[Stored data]
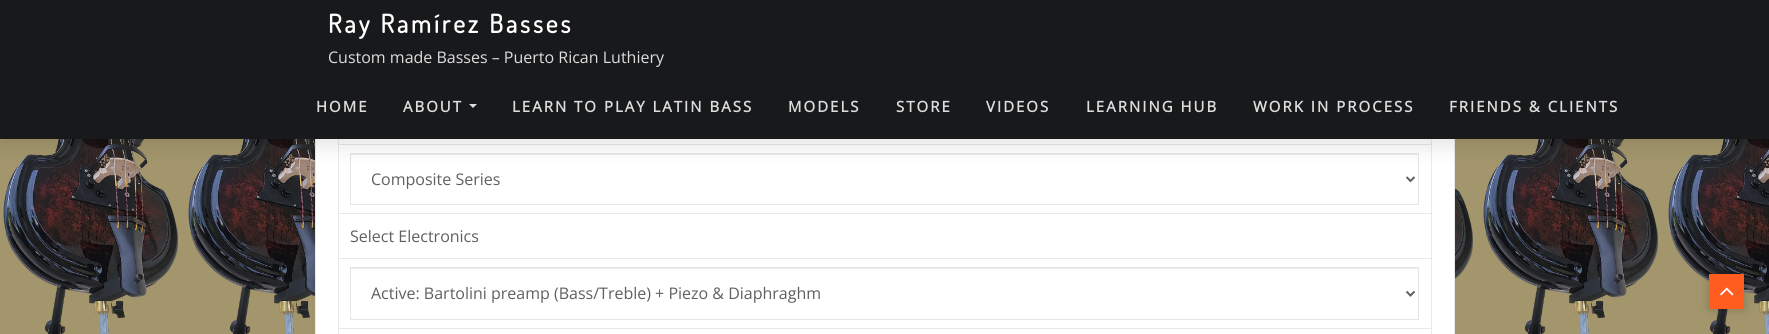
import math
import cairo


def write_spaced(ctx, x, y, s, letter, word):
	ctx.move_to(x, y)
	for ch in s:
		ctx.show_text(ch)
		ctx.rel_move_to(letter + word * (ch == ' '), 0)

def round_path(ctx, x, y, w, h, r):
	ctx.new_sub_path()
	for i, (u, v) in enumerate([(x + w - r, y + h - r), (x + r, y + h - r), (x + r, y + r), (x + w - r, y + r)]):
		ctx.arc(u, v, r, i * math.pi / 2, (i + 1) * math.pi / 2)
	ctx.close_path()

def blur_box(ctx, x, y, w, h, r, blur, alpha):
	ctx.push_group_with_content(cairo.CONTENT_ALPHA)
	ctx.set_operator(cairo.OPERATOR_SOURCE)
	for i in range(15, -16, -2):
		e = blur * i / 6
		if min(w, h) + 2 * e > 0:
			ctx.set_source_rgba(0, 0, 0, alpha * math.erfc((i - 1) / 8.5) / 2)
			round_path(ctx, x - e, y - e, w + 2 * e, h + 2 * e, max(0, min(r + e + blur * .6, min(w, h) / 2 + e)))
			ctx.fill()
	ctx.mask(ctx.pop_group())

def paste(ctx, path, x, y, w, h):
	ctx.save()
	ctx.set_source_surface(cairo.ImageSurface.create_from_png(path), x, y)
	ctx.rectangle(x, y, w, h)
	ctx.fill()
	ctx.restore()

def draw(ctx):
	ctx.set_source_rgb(1, 1, 1)
	ctx.paint()
	paste(ctx, 'media/1.png', 0, 139, 1769, 195)
	ctx.set_source_rgb(1, 1, 1)
	ctx.rectangle(316, 139, 1138, 195)
	ctx.fill()
	ctx.rectangle(315.5, -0.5, 1139, 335)
	ctx.set_source_rgb(0.914, 0.914, 0.914)
	ctx.set_line_width(1)
	ctx.stroke()
	ctx.rectangle(1431, 139, 1, 195)
	ctx.rectangle(338, 139, 1, 195)
	ctx.rectangle(338, 144, 1094, 1)
	ctx.fill()
	ctx.set_source_rgb(0.925, 0.925, 0.925)
	ctx.rectangle(351, 154, 1067, 1)
	ctx.fill()
	ctx.rectangle(350.5, 153.5, 1068, 51)
	ctx.set_source_rgb(0.898, 0.898, 0.898)
	ctx.stroke()
	ctx.new_path()
	ctx.move_to(1406.5, 177)
	ctx.line_to(1410.5, 181)
	ctx.line_to(1414.5, 177)
	ctx.set_source_rgb(0.376, 0.376, 0.376)
	ctx.set_line_width(2)
	ctx.stroke()
	ctx.set_source_rgb(0, 0, 0)
	blur_box(ctx, 0, 8, 1769, 139, 0, 10, 0.1)
	ctx.set_source_rgb(0.094, 0.098, 0.106)
	ctx.rectangle(0, 0, 1769, 139)
	ctx.fill()
	ctx.select_font_face('Dosis', cairo.FONT_SLANT_NORMAL, cairo.FONT_WEIGHT_BOLD)
	ctx.set_font_size(25.5)
	ctx.set_source_rgb(1, 1, 1)
	write_spaced(ctx, 328, 33, 'Ray Ramírez Basses', 3, 0)
	ctx.select_font_face('Open Sans')
	ctx.set_font_size(16)
	ctx.set_source_rgb(0.867, 0.867, 0.867)
	ctx.move_to(328, 63)
	ctx.show_text('Custom made Basses – Puerto Rican Luthiery')
	ctx.select_font_face('Open Sans', cairo.FONT_SLANT_NORMAL, cairo.FONT_WEIGHT_BOLD)
	ctx.set_font_size(15)
	write_spaced(ctx, 316, 112, 'HOME', 2, 0)
	write_spaced(ctx, 403, 112, 'ABOUT', 2, 0)
	ctx.new_path()
	ctx.move_to(469, 104)
	ctx.line_to(477, 104)
	ctx.line_to(473, 108)
	ctx.close_path()
	ctx.fill()
	for x, y, s in [
		(512, 112, 'LEARN TO PLAY LATIN BASS'),
		(788, 112, 'MODELS'),
		(896, 112, 'STORE'),
		(986, 112, 'VIDEOS'),
		(1086, 112, 'LEARNING HUB'),
		(1253, 112, 'WORK IN PROCESS'),
		(1449, 112, 'FRIENDS & CLIENTS'),
	]:
		write_spaced(ctx, x, y, s, 2, 0)
	ctx.select_font_face('Open Sans')
	ctx.set_font_size(16)
	ctx.set_source_rgb(0.376, 0.376, 0.376)
	ctx.move_to(371, 185)
	ctx.show_text('Composite Series')
	ctx.set_source_rgb(0.914, 0.914, 0.914)
	ctx.rectangle(338, 213, 1094, 1)
	ctx.fill()
	ctx.set_source_rgb(0.376, 0.376, 0.376)
	ctx.move_to(350, 242)
	ctx.show_text('Select Electronics')
	ctx.set_source_rgb(0.914, 0.914, 0.914)
	ctx.rectangle(338, 258, 1094, 1)
	ctx.fill()
	ctx.set_source_rgb(0.925, 0.925, 0.925)
	ctx.rectangle(351, 268, 1067, 1)
	ctx.fill()
	ctx.rectangle(350.5, 267.5, 1068, 52)
	ctx.set_source_rgb(0.898, 0.898, 0.898)
	ctx.set_line_width(1)
	ctx.stroke()
	ctx.new_path()
	ctx.move_to(1406.5, 291.5)
	ctx.line_to(1410.5, 295.5)
	ctx.line_to(1414.5, 291.5)
	ctx.set_source_rgb(0.376, 0.376, 0.376)
	ctx.set_line_width(2)
	ctx.stroke()
	ctx.move_to(371, 299)
	ctx.show_text('Active: Bartolini preamp (Bass/Treble) + Piezo & Diaphraghm')
	ctx.set_source_rgb(0.914, 0.914, 0.914)
	ctx.rectangle(338, 328, 1094, 1)
	ctx.fill()
	ctx.set_source_rgb(0, 0, 0)
	blur_box(ctx, 1709, 274, 35, 35, 0, 5, 0.2)
	ctx.set_source_rgb(1, 0.365, 0.125)
	ctx.rectangle(1709, 274, 35, 35)
	ctx.fill()
	paste(ctx, 'media/2.png', 1720, 287, 14, 9)


surface = cairo.ImageSurface(cairo.FORMAT_RGB24, 1769, 334)
ctx = cairo.Context(surface)
options = cairo.FontOptions()
options.set_hint_metrics(cairo.HINT_METRICS_OFF)
options.set_hint_style(cairo.HINT_STYLE_NONE)
ctx.set_font_options(options)
ctx.set_miter_limit(4)
draw(ctx)
surface.write_to_png('image.png')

# Goal of the exercise
Filter the lines above, keeping each one that contains the string "math".

# Response area
import math
		ctx.arc(u, v, r, i * math.pi / 2, (i + 1) * math.pi / 2)
			ctx.set_source_rgba(0, 0, 0, alpha * math.erfc((i - 1) / 8.5) / 2)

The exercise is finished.